**Recorded data**.

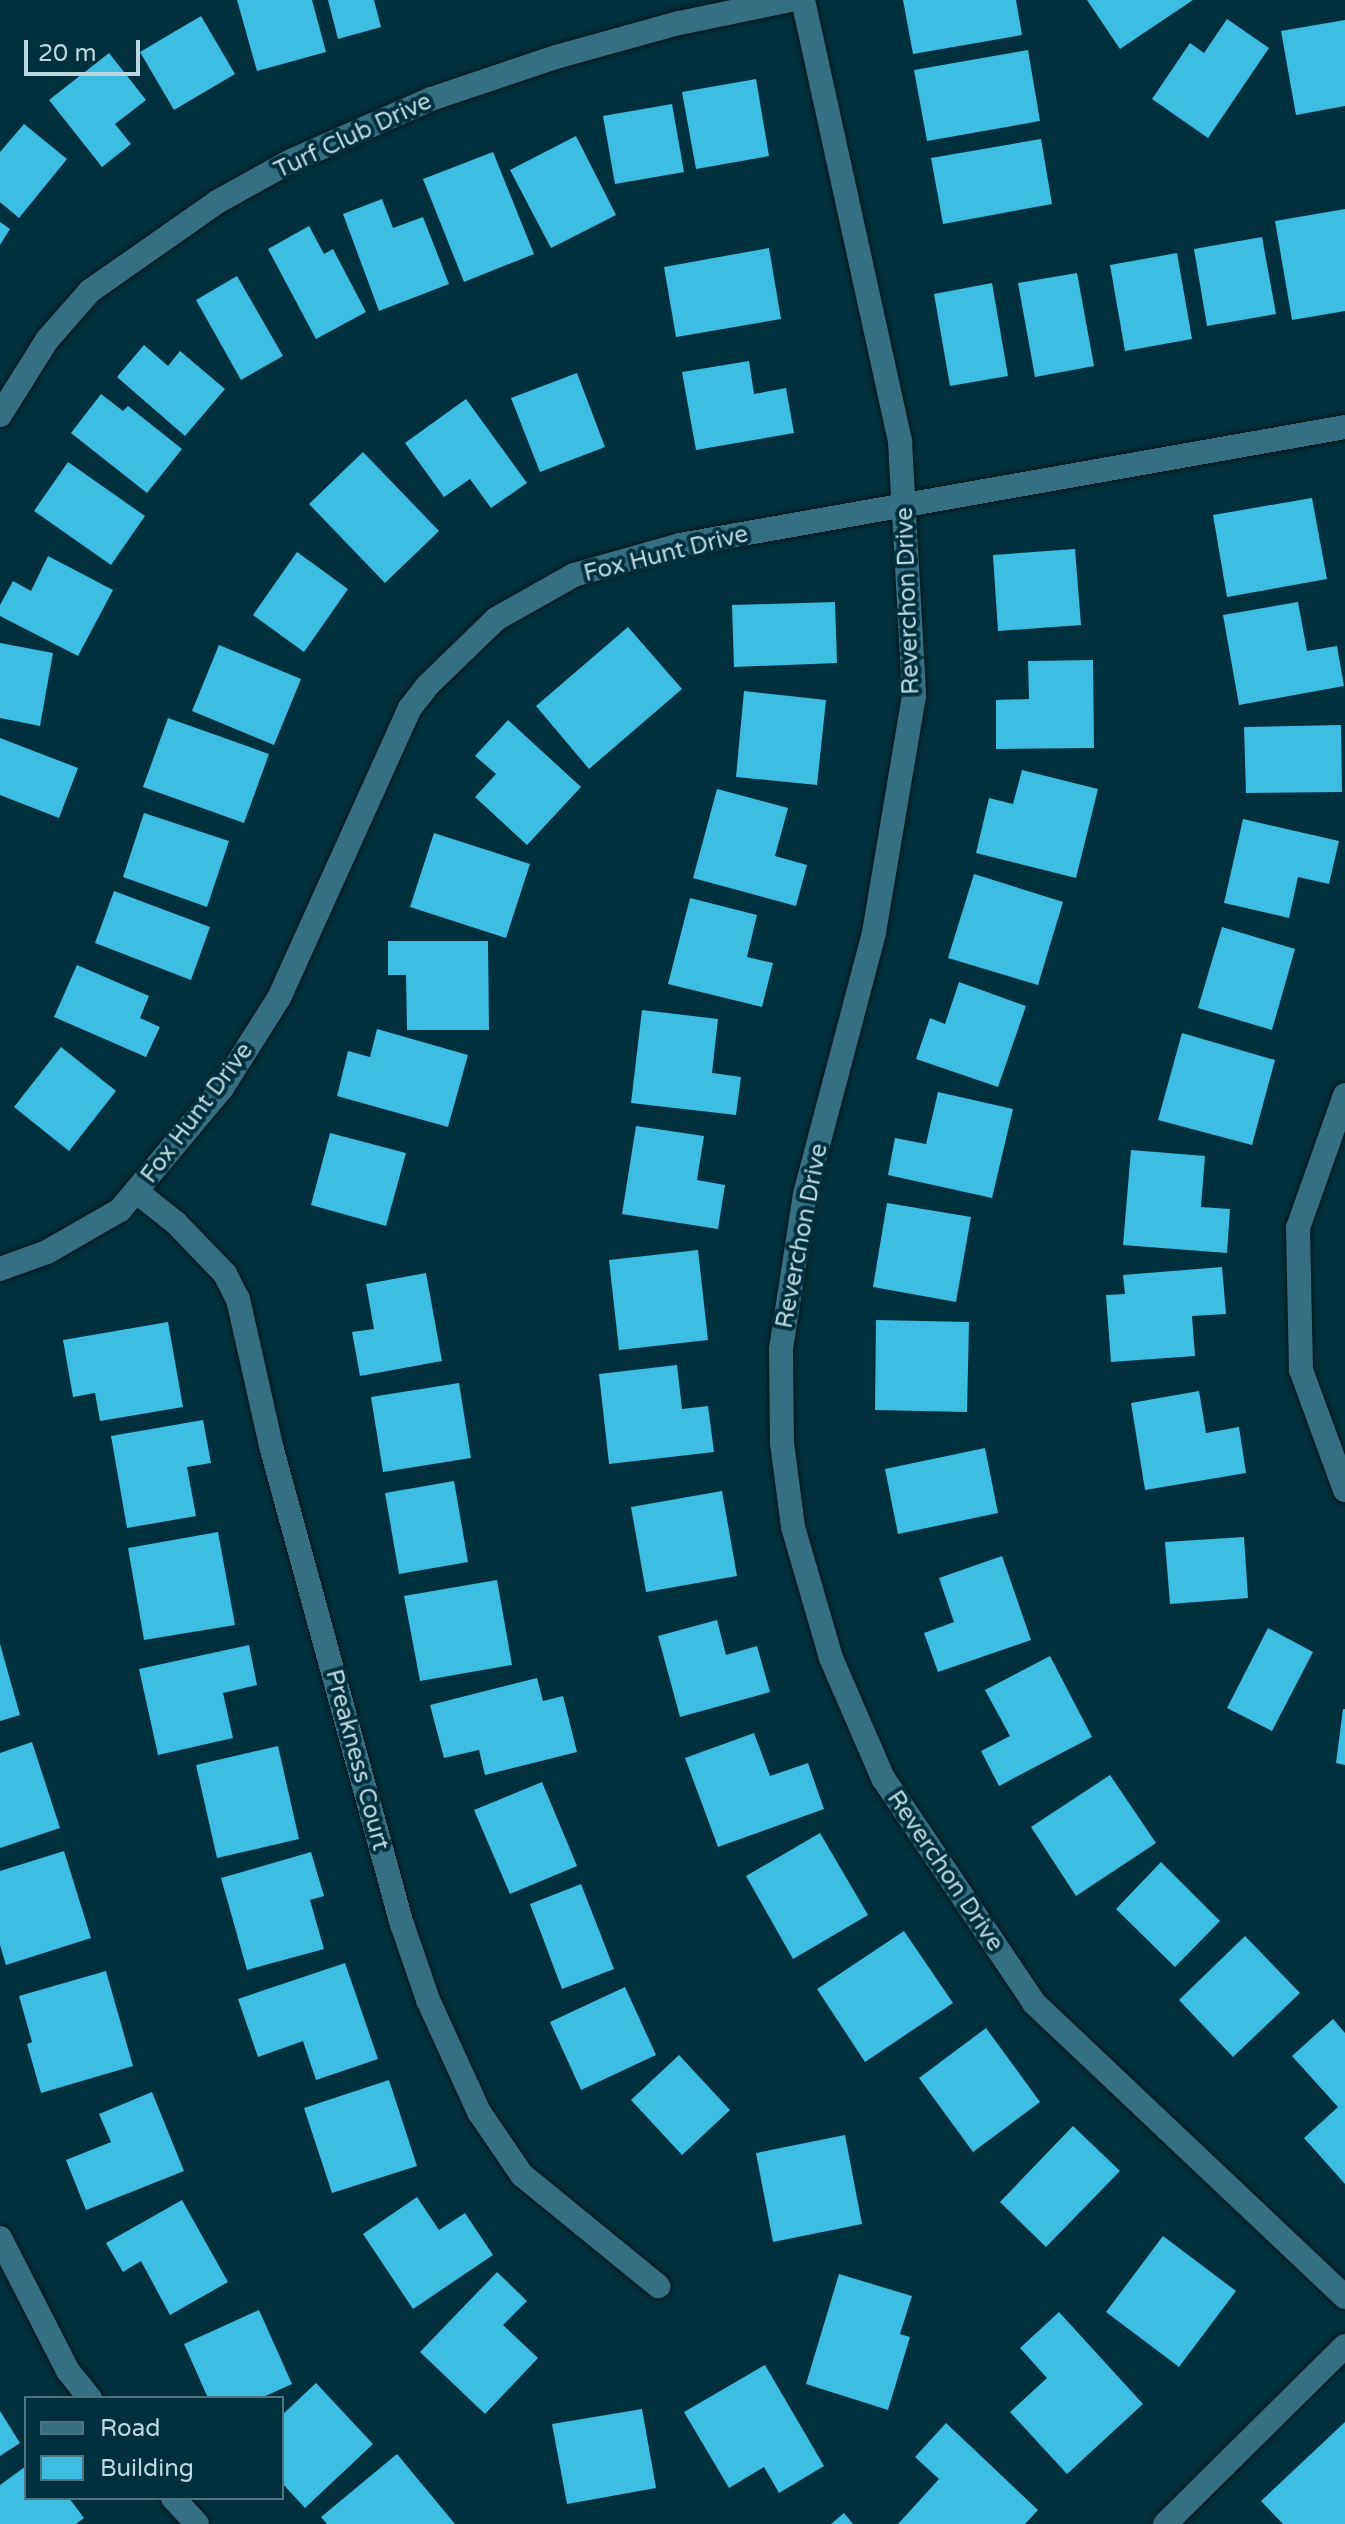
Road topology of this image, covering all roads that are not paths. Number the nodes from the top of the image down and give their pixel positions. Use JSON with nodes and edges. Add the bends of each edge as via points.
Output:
{"nodes":[{"id":1,"x":790,"y":0,"type":"edge"},
{"id":2,"x":803,"y":0,"type":"edge"},
{"id":3,"x":0,"y":415,"type":"edge"},
{"id":4,"x":1345,"y":427,"type":"edge"},
{"id":5,"x":905,"y":505,"type":"junction"},
{"id":6,"x":1345,"y":1095,"type":"edge"},
{"id":7,"x":137,"y":1192,"type":"junction"},
{"id":8,"x":0,"y":1269,"type":"edge"},
{"id":9,"x":1345,"y":1490,"type":"edge"},
{"id":10,"x":0,"y":2238,"type":"edge"},
{"id":11,"x":658,"y":2286,"type":"dead end"},
{"id":12,"x":1345,"y":2297,"type":"edge"},
{"id":13,"x":1345,"y":2346,"type":"edge"},
{"id":14,"x":88,"y":2396,"type":"edge"},
{"id":15,"x":175,"y":2500,"type":"edge"},
{"id":16,"x":197,"y":2524,"type":"edge"},
{"id":17,"x":1165,"y":2524,"type":"edge"}],
"edges":[{"from":1,"to":3,"type":"street","name":"Turf Club Drive","via":[[556,57],[431,99],[291,161],[217,202],[90,291],[47,340]]},
{"from":2,"to":5,"type":"street","name":"Reverchon Drive","via":[[900,442]]},
{"from":4,"to":5,"type":"street","name":"Fox Hunt Drive"},
{"from":5,"to":7,"type":"street","name":"Fox Hunt Drive","via":[[680,545],[574,575],[496,619],[410,708],[279,998],[222,1088]]},
{"from":5,"to":12,"type":"street","name":"Reverchon Drive","via":[[914,696],[874,933],[805,1194],[781,1349],[782,1443],[793,1527],[831,1658],[883,1778],[1034,2003]]},
{"from":6,"to":9,"type":"street","via":[[1298,1228],[1301,1370]]},
{"from":7,"to":8,"type":"street","name":"Fox Hunt Drive","via":[[120,1210],[47,1252]]},
{"from":7,"to":11,"type":"street","name":"Preakness Court","via":[[225,1274],[238,1299],[271,1446],[402,1924],[428,2000],[479,2112],[522,2175]]},
{"from":10,"to":14,"type":"street","via":[[68,2371]]},
{"from":13,"to":17,"type":"street"},
{"from":15,"to":16,"type":"street"}]}
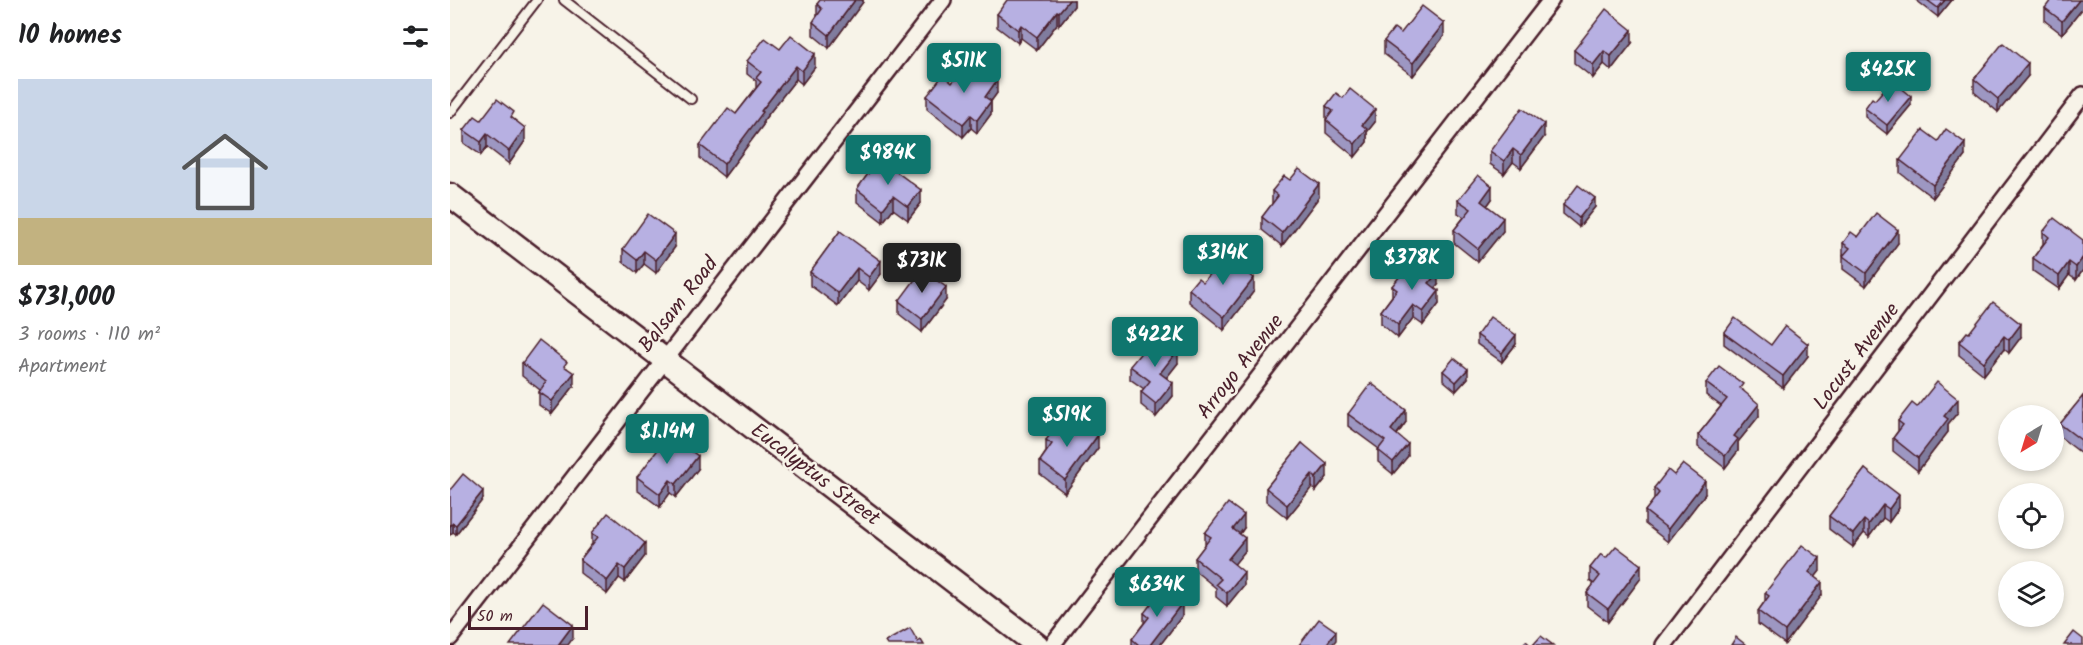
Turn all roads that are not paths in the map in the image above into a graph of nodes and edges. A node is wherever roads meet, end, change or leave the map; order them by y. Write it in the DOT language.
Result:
graph roads {
  1 [pos="537,0"];
  2 [pos="564,0"];
  3 [pos="943,0"];
  4 [pos="1551,0"];
  5 [pos="2083,95"];
  6 [pos="691,99"];
  7 [pos="450,113"];
  8 [pos="450,195"];
  9 [pos="664,359"];
  10 [pos="450,638"];
  11 [pos="1036,645"];
  12 [pos="1052,645"];
  13 [pos="1664,645"];
  1 -- 7 [label="lane"];
  2 -- 6 [label="lane"];
  3 -- 9 [label="street, Balsam Road"];
  4 -- 12 [label="street, Arroyo Avenue"];
  5 -- 13 [label="street, Locust Avenue"];
  8 -- 9 [label="main road, Eucalyptus Street"];
  9 -- 10 [label="street, Balsam Road"];
  9 -- 11 [label="main road, Eucalyptus Street"];
}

**What this task involves**.
Reproduce the data word for word; no pictures.

**Solution to the exercise**.
Road topology of this image, covering all roads that are not paths. Number the nodes from the top of the image down and give their pixel positions. Use JSON with nodes and edges. Add the bends of each edge as via points.
Output:
{"nodes":[{"id":1,"x":790,"y":0,"type":"edge"},
{"id":2,"x":803,"y":0,"type":"edge"},
{"id":3,"x":0,"y":415,"type":"edge"},
{"id":4,"x":1345,"y":427,"type":"edge"},
{"id":5,"x":905,"y":505,"type":"junction"},
{"id":6,"x":1345,"y":1095,"type":"edge"},
{"id":7,"x":137,"y":1192,"type":"junction"},
{"id":8,"x":0,"y":1269,"type":"edge"},
{"id":9,"x":1345,"y":1490,"type":"edge"},
{"id":10,"x":0,"y":2238,"type":"edge"},
{"id":11,"x":658,"y":2286,"type":"dead end"},
{"id":12,"x":1345,"y":2297,"type":"edge"},
{"id":13,"x":1345,"y":2346,"type":"edge"},
{"id":14,"x":88,"y":2396,"type":"edge"},
{"id":15,"x":175,"y":2500,"type":"edge"},
{"id":16,"x":197,"y":2524,"type":"edge"},
{"id":17,"x":1165,"y":2524,"type":"edge"}],
"edges":[{"from":1,"to":3,"type":"street","name":"Turf Club Drive","via":[[556,57],[431,99],[291,161],[217,202],[90,291],[47,340]]},
{"from":2,"to":5,"type":"street","name":"Reverchon Drive","via":[[900,442]]},
{"from":4,"to":5,"type":"street","name":"Fox Hunt Drive"},
{"from":5,"to":7,"type":"street","name":"Fox Hunt Drive","via":[[680,545],[574,575],[496,619],[410,708],[279,998],[222,1088]]},
{"from":5,"to":12,"type":"street","name":"Reverchon Drive","via":[[914,696],[874,933],[805,1194],[781,1349],[782,1443],[793,1527],[831,1658],[883,1778],[1034,2003]]},
{"from":6,"to":9,"type":"street","via":[[1298,1228],[1301,1370]]},
{"from":7,"to":8,"type":"street","name":"Fox Hunt Drive","via":[[120,1210],[47,1252]]},
{"from":7,"to":11,"type":"street","name":"Preakness Court","via":[[225,1274],[238,1299],[271,1446],[402,1924],[428,2000],[479,2112],[522,2175]]},
{"from":10,"to":14,"type":"street","via":[[68,2371]]},
{"from":13,"to":17,"type":"street"},
{"from":15,"to":16,"type":"street"}]}
Turn all roads that are not paths in the map in the image above into a graph of nodes and edges. A node is wherever roads meet, end, change or leave the map; order them by y. Write it in the DOT language.
Result:
graph roads {
  1 [pos="537,0"];
  2 [pos="564,0"];
  3 [pos="943,0"];
  4 [pos="1551,0"];
  5 [pos="2083,95"];
  6 [pos="691,99"];
  7 [pos="450,113"];
  8 [pos="450,195"];
  9 [pos="664,359"];
  10 [pos="450,638"];
  11 [pos="1036,645"];
  12 [pos="1052,645"];
  13 [pos="1664,645"];
  1 -- 7 [label="lane"];
  2 -- 6 [label="lane"];
  3 -- 9 [label="street, Balsam Road"];
  4 -- 12 [label="street, Arroyo Avenue"];
  5 -- 13 [label="street, Locust Avenue"];
  8 -- 9 [label="main road, Eucalyptus Street"];
  9 -- 10 [label="street, Balsam Road"];
  9 -- 11 [label="main road, Eucalyptus Street"];
}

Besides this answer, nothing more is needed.